If you haven’t noticed the exponential growth in Microsoft Teams usage over the past few years, then you must be living in a cave with no internet access. That collaboration and communication platform is barely five-years old and already has over 270 million active users. And yeah just in case you were wondering, that is amazing growth. Here are the top-4 reasons why Teams rules, based on interviews with enterprise organizations around the world.
But nothing that successful comes without some warts. So, we were curious if there were any issues with Teams usage, especially for those enterprise organizations where Microsoft targets its EPG sales force. To find out, we took a hard look at the performance metrics for Teams call quality from our customer base. As of May 2022, our OfficeExpert EPM solution is monitoring over 1 million user endpoints, all from enterprise customers.
Performance Redlines for Microsoft Teams
What we found out is astonishing and can be used as a sort of Tachometer for organizations that have deployed Teams. Modeling the Good vs. Bad ratings from Microsoft CQD for Teams call quality against hardware performance metrics (CPU / Memory), and network performance metrics, provided our services team with a treasure trove of analytics data to optimize Microsoft Teams performance. And all the data points are anonymous which is great for identifying average baselines and maximum redlines.
These data points will allow IT operations groups to identify which users are hitting the maximum limitations that directly impact their Teams call quality performance.
This will be a two-part blog series addressing the findings from our analysis. This initial blog will cover Hardware Limitations that impact Teams voice call quality. The next blog will discuss the Networking Speed performance redlines that have a negative impact on call quality performance.
Hardware Performance Limitations that Affect Teams Call Quality
Sending and receiving calls via Microsoft Teams relies on the processing power of your endpoint device. This is due to the Voice over Internet Protocol (VoIP) codecs that convert analog voice signals into digital packets, or a compressed digital form, for transmission and then back into an uncompressed audio signal at each endpoint. The word codec is actually a combination of two terms: Compression and Decompression. VoIP codecs determine the call quality and latency in a Teams call or meeting since the call takes place through the internet. For older, slower computers this is a possible chokepoint because of lagging CPU speeds and available memory.

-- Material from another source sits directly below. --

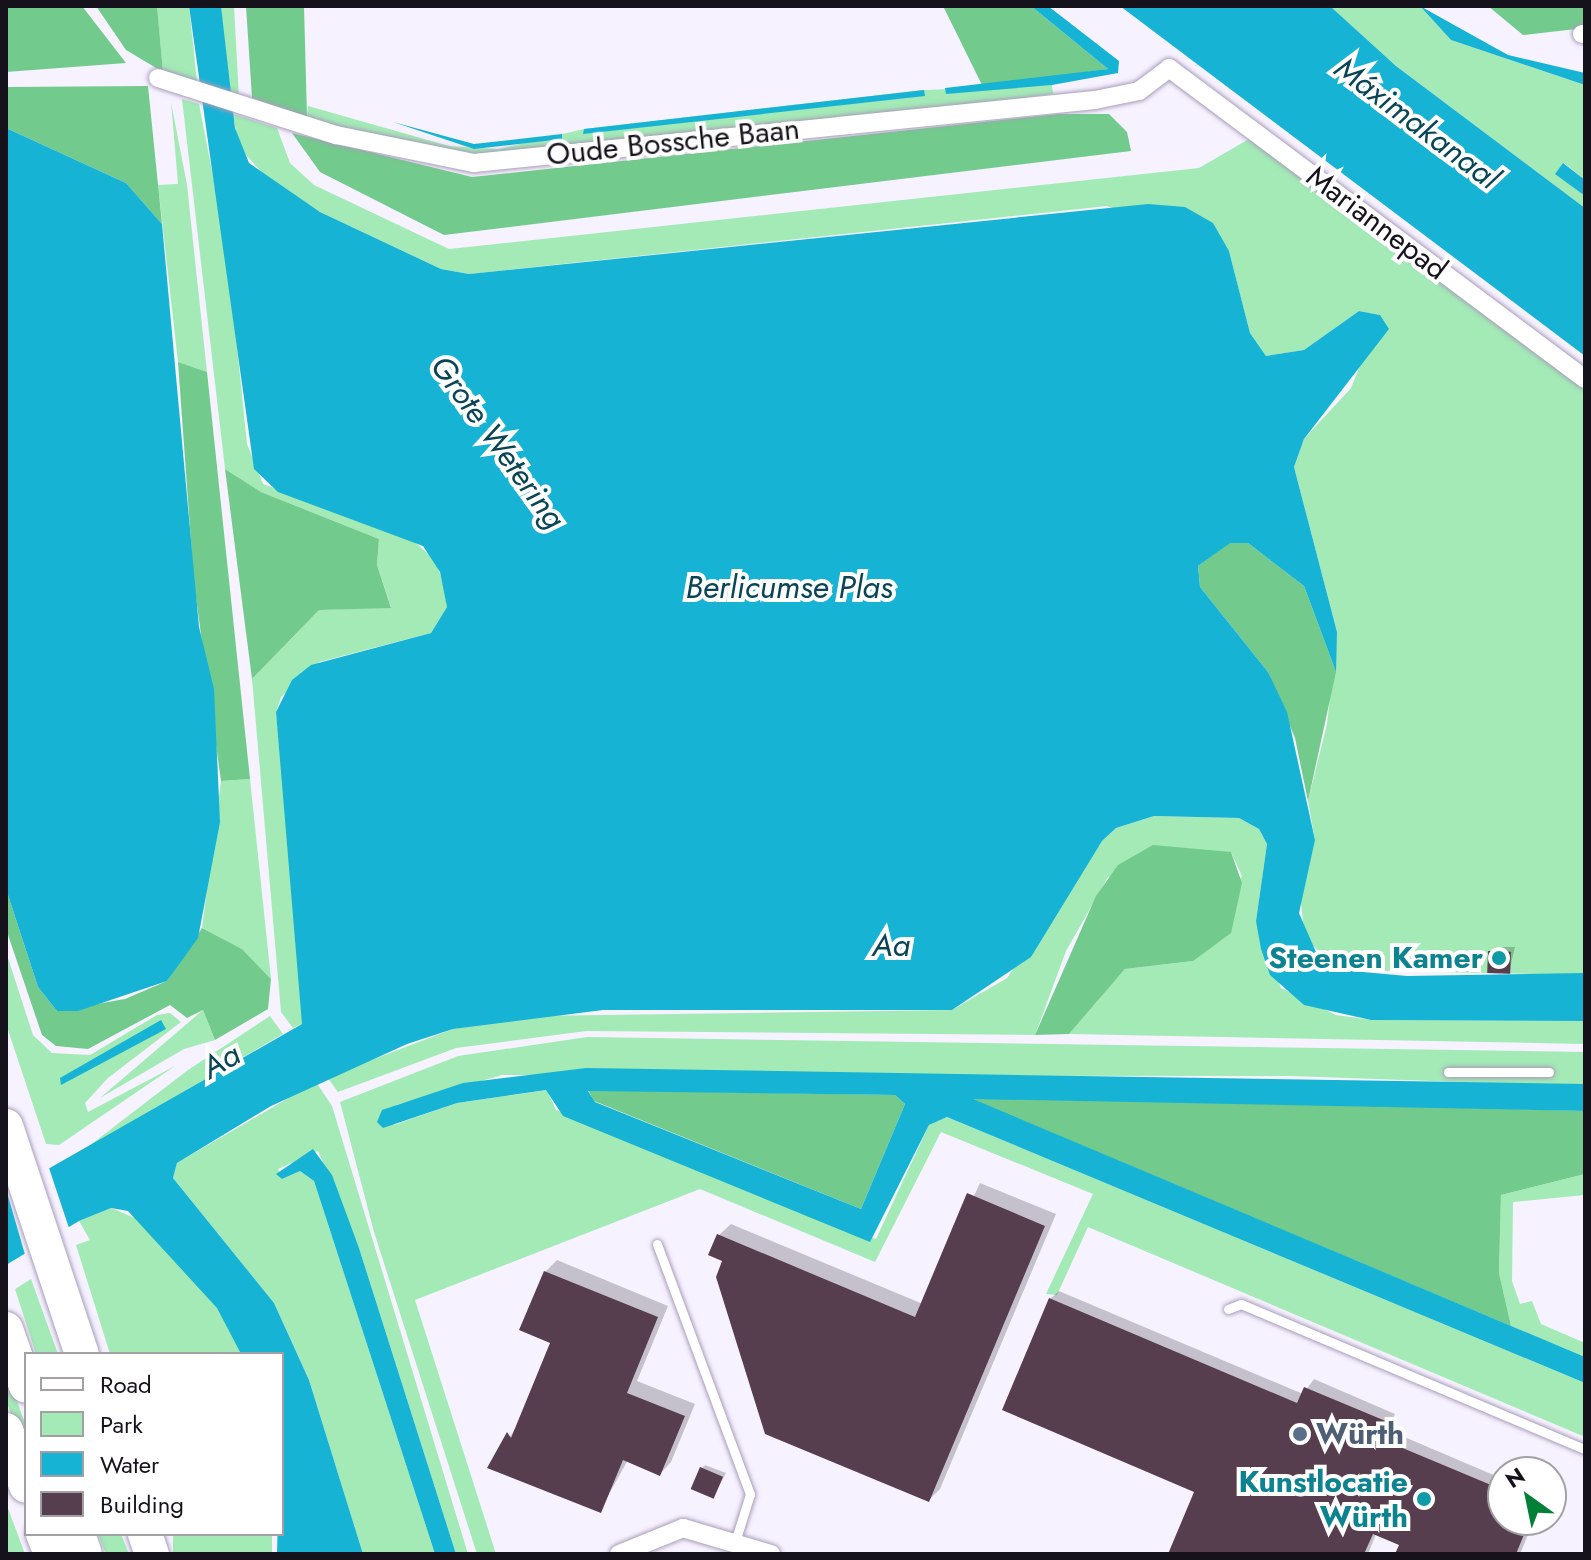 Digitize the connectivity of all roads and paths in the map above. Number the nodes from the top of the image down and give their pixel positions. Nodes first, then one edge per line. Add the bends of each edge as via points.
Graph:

From our customer investigations we were able to draw a hard line for IT operations groups to understand the maximum limits for CPU and Memory usage. Going above these redlines had a direct negative impact on call quality performance for our customers:
- CPU Processing Average > 80%
- Utilized RAM Percentage > 74%
If both the CPU and Memory utilization performance stayed beneath these limits during a Teams call or meeting the perceived quality was sufficient. As you can see from the graphic below, the available RAM percentage needs to be below 74% for Teams to perform effectively. Once a computer goes above that redline things start to break down for Teams call quality.
Single-Pane-of-Glass for Hardware Limitation Troubleshooting
Because of the important role Teams plays in the current success of your organization, it is time to focus on its’ performance. The good news is there is a lot you can do to improve the hardware limitations. To find out what steps you can take to optimize Microsoft Teams performance and call quality for your users you will need complete visibility into the end-to-end journey and spotlight the bottlenecks that are causing the issues for each user.

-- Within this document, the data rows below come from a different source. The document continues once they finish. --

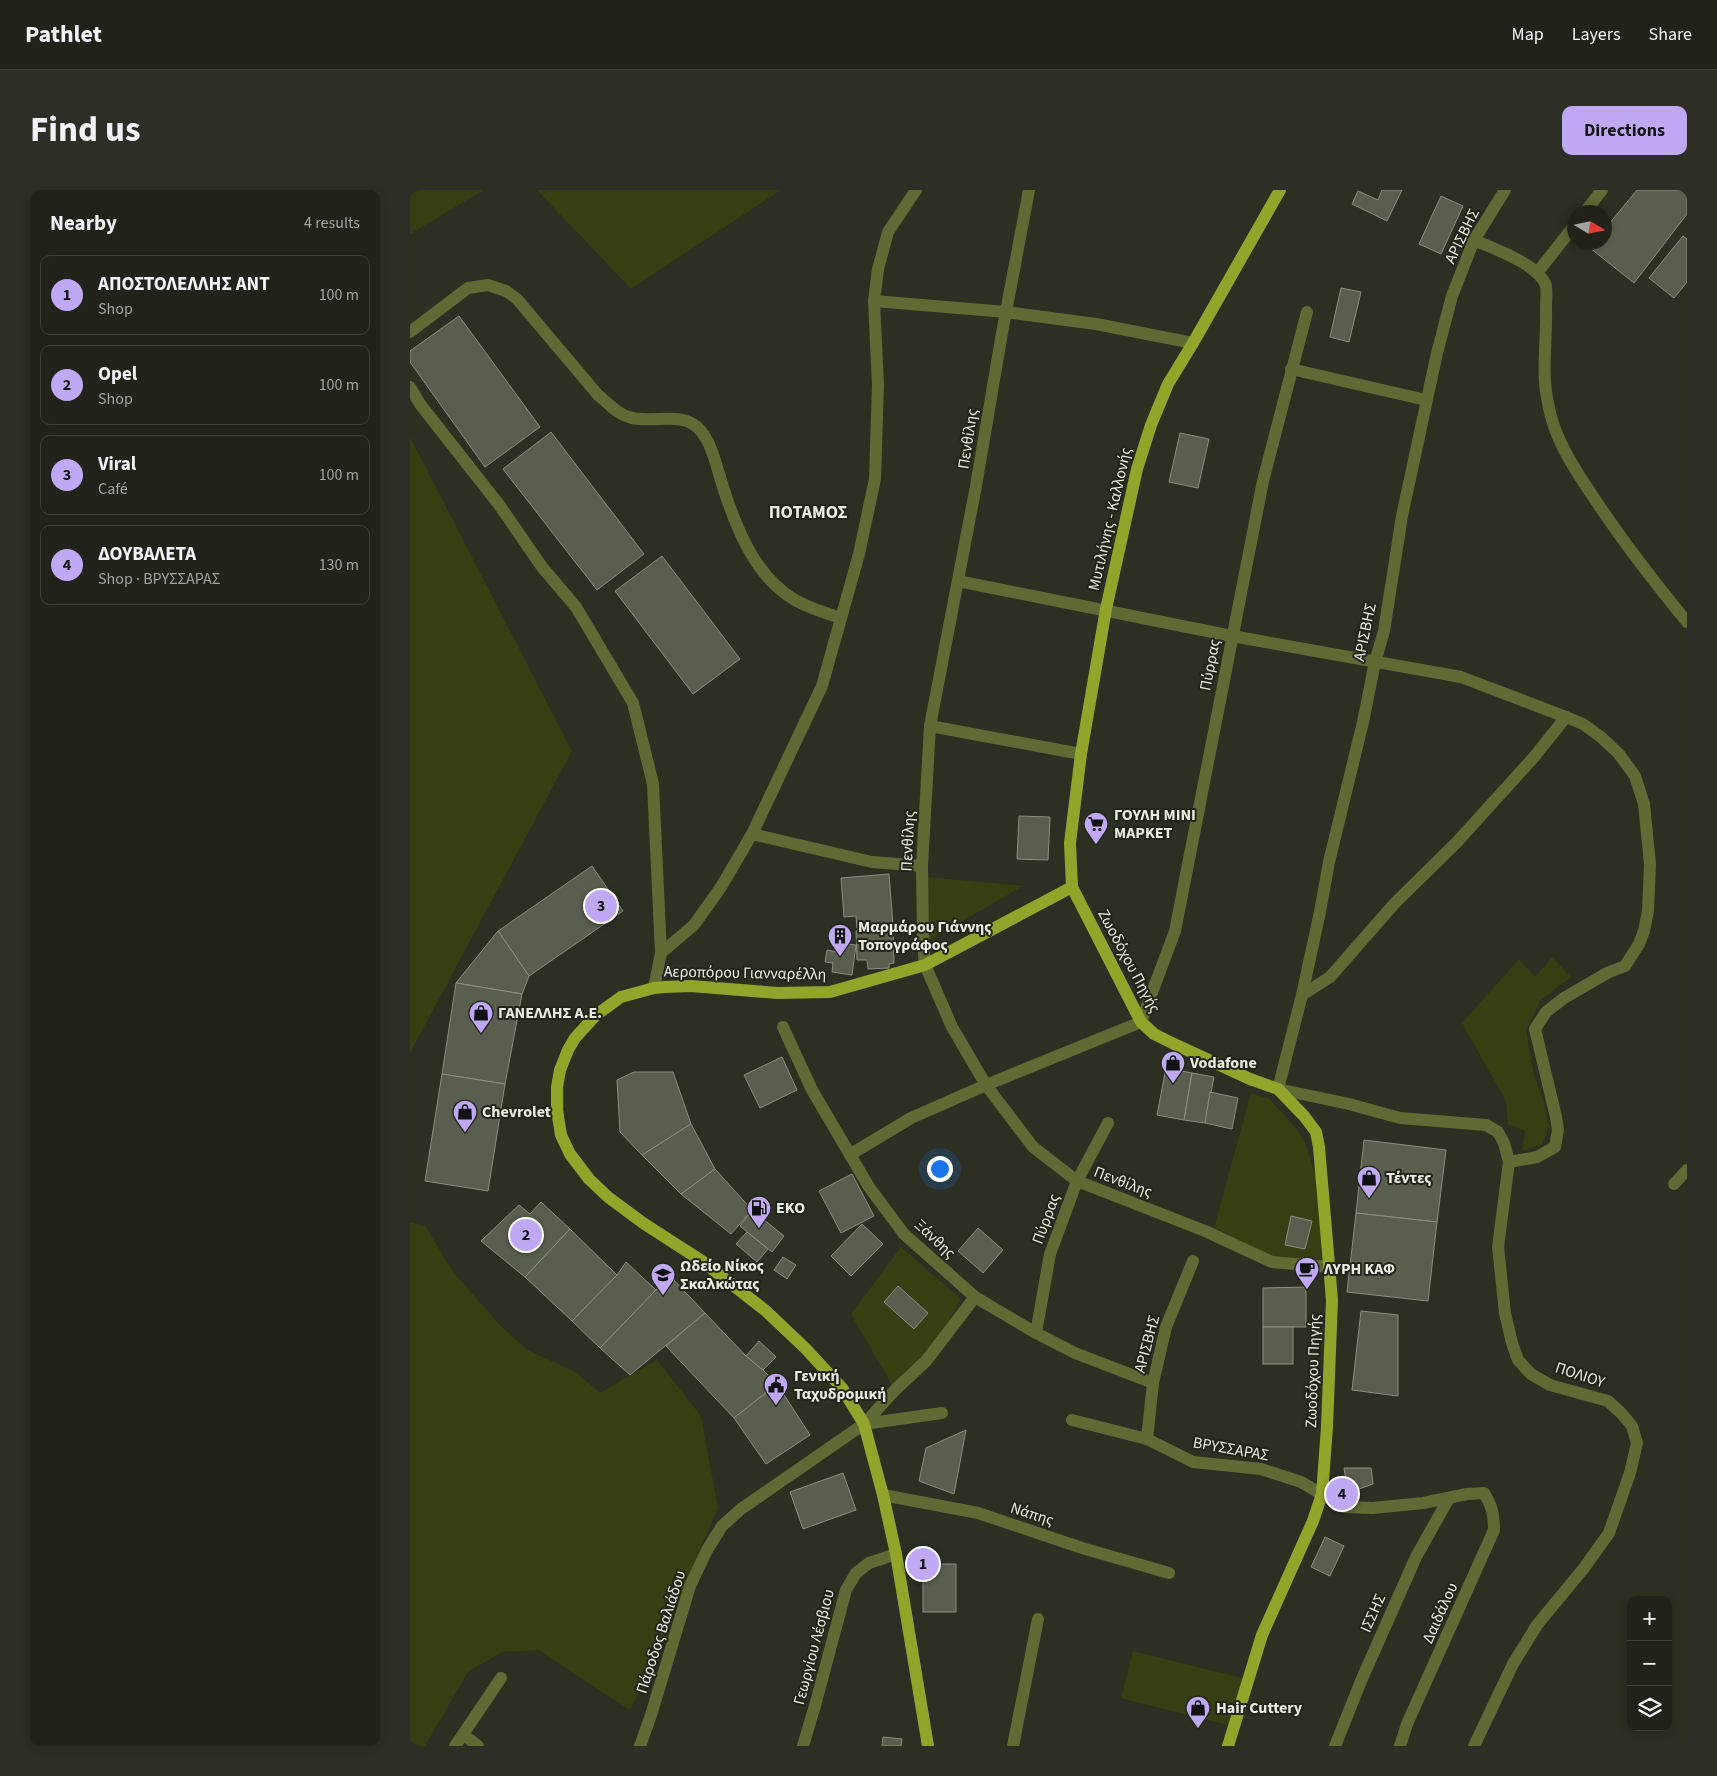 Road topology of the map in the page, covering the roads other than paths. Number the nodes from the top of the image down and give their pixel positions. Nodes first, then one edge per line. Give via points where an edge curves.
1 (916, 190) edge
2 (1029, 190) edge
3 (1280, 190) edge
4 (1505, 190) edge
5 (1602, 190) edge
6 (1590, 205) edge
7 (1567, 235) edge
8 (1474, 240) junction
9 (1537, 273) junction
10 (874, 301) junction
11 (1006, 312) junction
12 (1307, 312) dead end
13 (410, 332) edge
14 (1194, 343) junction
15 (1291, 369) junction
16 (410, 387) edge
17 (1426, 400) junction
18 (958, 581) junction
19 (1106, 609) junction
20 (841, 618) junction
21 (1687, 622) edge
22 (1232, 636) junction
23 (1375, 662) junction
24 (1566, 717) junction
25 (930, 726) junction
26 (1081, 754) junction
27 (752, 834) junction
28 (922, 866) junction
29 (1072, 888) junction
30 (661, 953) junction
31 (925, 965) junction
32 (654, 988) junction
33 (1302, 995) junction
34 (1140, 1022) junction
35 (783, 1027) dead end
36 (986, 1085) junction
37 (1278, 1089) junction
38 (1108, 1123) dead end
39 (851, 1154) junction
40 (1509, 1162) junction
41 (1687, 1170) edge
42 (1078, 1181) junction
43 (1674, 1184) dead end
44 (1193, 1261) dead end
45 (1329, 1267) junction
46 (975, 1297) junction
47 (1036, 1333) junction
48 (1153, 1383) junction
49 (942, 1413) dead end
50 (1072, 1420) dead end
51 (864, 1424) junction
52 (1147, 1439) junction
53 (1484, 1493) joint
54 (1322, 1494) junction
55 (883, 1495) junction
56 (1449, 1498) junction
57 (896, 1554) junction
58 (1169, 1573) dead end
59 (1038, 1619) dead end
60 (500, 1678) dead end
61 (464, 1735) junction
62 (456, 1746) edge
63 (478, 1746) edge
64 (640, 1746) edge
65 (803, 1746) edge
66 (928, 1746) edge
67 (1013, 1746) edge
68 (1228, 1746) edge
69 (1335, 1746) edge
70 (1400, 1746) edge
71 (1474, 1746) edge

1 - 10 street via 888,232
2 - 11 street, Πενθίλης
3 - 14 main road, Μυτιλήνης - Καλλονής
4 - 8 street, ΑΡΙΣΒΗΣ
5 - 6 street
7 - 9 street
8 - 9 street via 1520,261
8 - 17 street, ΑΡΙΣΒΗΣ via 1452,296
9 - 21 street via 1546,286 1544,378 1556,434 1612,525
10 - 11 street
10 - 20 street via 878,385 875,479
11 - 14 street via 1096,324
11 - 18 street, Πενθίλης
12 - 15 street, Πύρρας
13 - 20 street via 468,288 488,285 506,291 517,299 598,395 613,407 628,417 678,419 700,430 710,446 745,544 764,574 774,586 794,600
14 - 19 main road, Μυτιλήνης - Καλλονής via 1168,384 1151,425 1137,469
15 - 17 street
15 - 22 street, Πύρρας via 1263,481
16 - 30 street via 542,567 576,607 633,703 654,784
17 - 23 street, ΑΡΙΣΒΗΣ via 1402,516 1384,632
18 - 19 street
18 - 25 street, Πενθίλης
19 - 22 street
19 - 26 main road, Μυτιλήνης - Καλλονής
20 - 27 street via 822,686
22 - 23 street
22 - 34 street, Πύρρας via 1175,932
23 - 24 street via 1461,677
23 - 33 street, ΑΡΙΣΒΗΣ
24 - 33 street via 1457,842 1395,903 1330,977
24 - 40 street via 1601,737 1619,754 1634,776 1644,804 1650,864 1648,911 1639,944 1625,966 1564,998 1546,1012 1535,1029 1556,1117 1555,1147 1538,1157
25 - 26 street
25 - 28 street, Πενθίλης
26 - 29 main road, Μυτιλήνης - Καλλονής via 1070,843
27 - 28 street via 872,862
27 - 30 street via 694,925
28 - 31 street, Πενθίλης
29 - 31 main road, Αεροπόρου Γιανναρέλλη
29 - 34 main road, Ζωοδόχου Πηγής
30 - 32 street
31 - 32 main road, Αεροπόρου Γιανναρέλλη via 830,992 778,993 691,986
31 - 36 street, Πενθίλης via 952,1027
32 - 51 main road, Αεροπόρου Γιανναρέλλη via 622,997 607,1007 585,1025 568,1050 556,1088 561,1135 570,1154 608,1197 702,1261 766,1311 842,1388
33 - 37 street, ΑΡΙΣΒΗΣ
34 - 36 street
34 - 37 main road, Ζωοδόχου Πηγής via 1174,1044
35 - 39 street, Ξάνθης via 812,1090
36 - 39 street via 911,1118
36 - 42 street, Πενθίλης via 1033,1147
37 - 40 street, ΠΟΛΙΟΥ via 1400,1118 1486,1125 1498,1132
37 - 45 main road, Ζωοδόχου Πηγής via 1316,1132
38 - 42 street, Πύρρας
39 - 46 street, Ξάνθης via 868,1186 904,1234
40 - 71 street, ΠΟΛΙΟΥ via 1498,1247 1505,1313 1518,1360 1531,1374 1550,1385 1608,1402 1632,1426 1637,1443 1609,1533 1537,1625
41 - 43 street
42 - 45 street, Πενθίλης via 1205,1231 1272,1262
42 - 47 street, Πύρρας via 1050,1254
44 - 48 street, ΑΡΙΣΒΗΣ via 1166,1327
45 - 54 main road, Ζωοδόχου Πηγής via 1332,1300
46 - 47 street, Ξάνθης
46 - 51 street via 926,1361
47 - 48 street, Ξάνθης via 1075,1353
48 - 52 street, ΑΡΙΣΒΗΣ
49 - 51 street
50 - 52 street, ΒΡΥΣΣΑΡΑΣ
51 - 55 main road, Αεροπόρου Γιανναρέλλη
51 - 64 street, Πάροδος Βαλιάδου via 741,1508 722,1526 690,1586
52 - 54 street, ΒΡΥΣΣΑΡΑΣ via 1193,1462 1261,1469 1301,1482
53 - 56 street, ΒΡΥΣΣΑΡΑΣ
53 - 70 street, Δαιδάλου via 1494,1513 1494,1530
54 - 56 street, ΒΡΥΣΣΑΡΑΣ via 1344,1507 1373,1508
54 - 68 main road, Ζωοδόχου Πηγής via 1262,1635
55 - 57 main road, Αεροπόρου Γιανναρέλλη
55 - 58 street, Νάπης via 978,1513
56 - 69 street, ΙΣΣΗΣ via 1416,1557
57 - 65 street, Γεωργίου Λέσβιου via 869,1564 856,1573 846,1590
57 - 66 main road, Αεροπόρου Γιανναρέλλη
59 - 67 street
60 - 61 street
61 - 62 street
61 - 63 street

Our OfficeExpert EPM solution gathers all performance information from the endpoint perspective. This is especially helpful for home office users. The data is aggregated and combined with valuable statistics from Microsoft CQD to provide actionable intelligence for both IT administrators and other groups that are tasked with troubleshooting Teams call quality. With this information at their fingertips, they have a birds-eye view to measure the quality of their calls and meetings.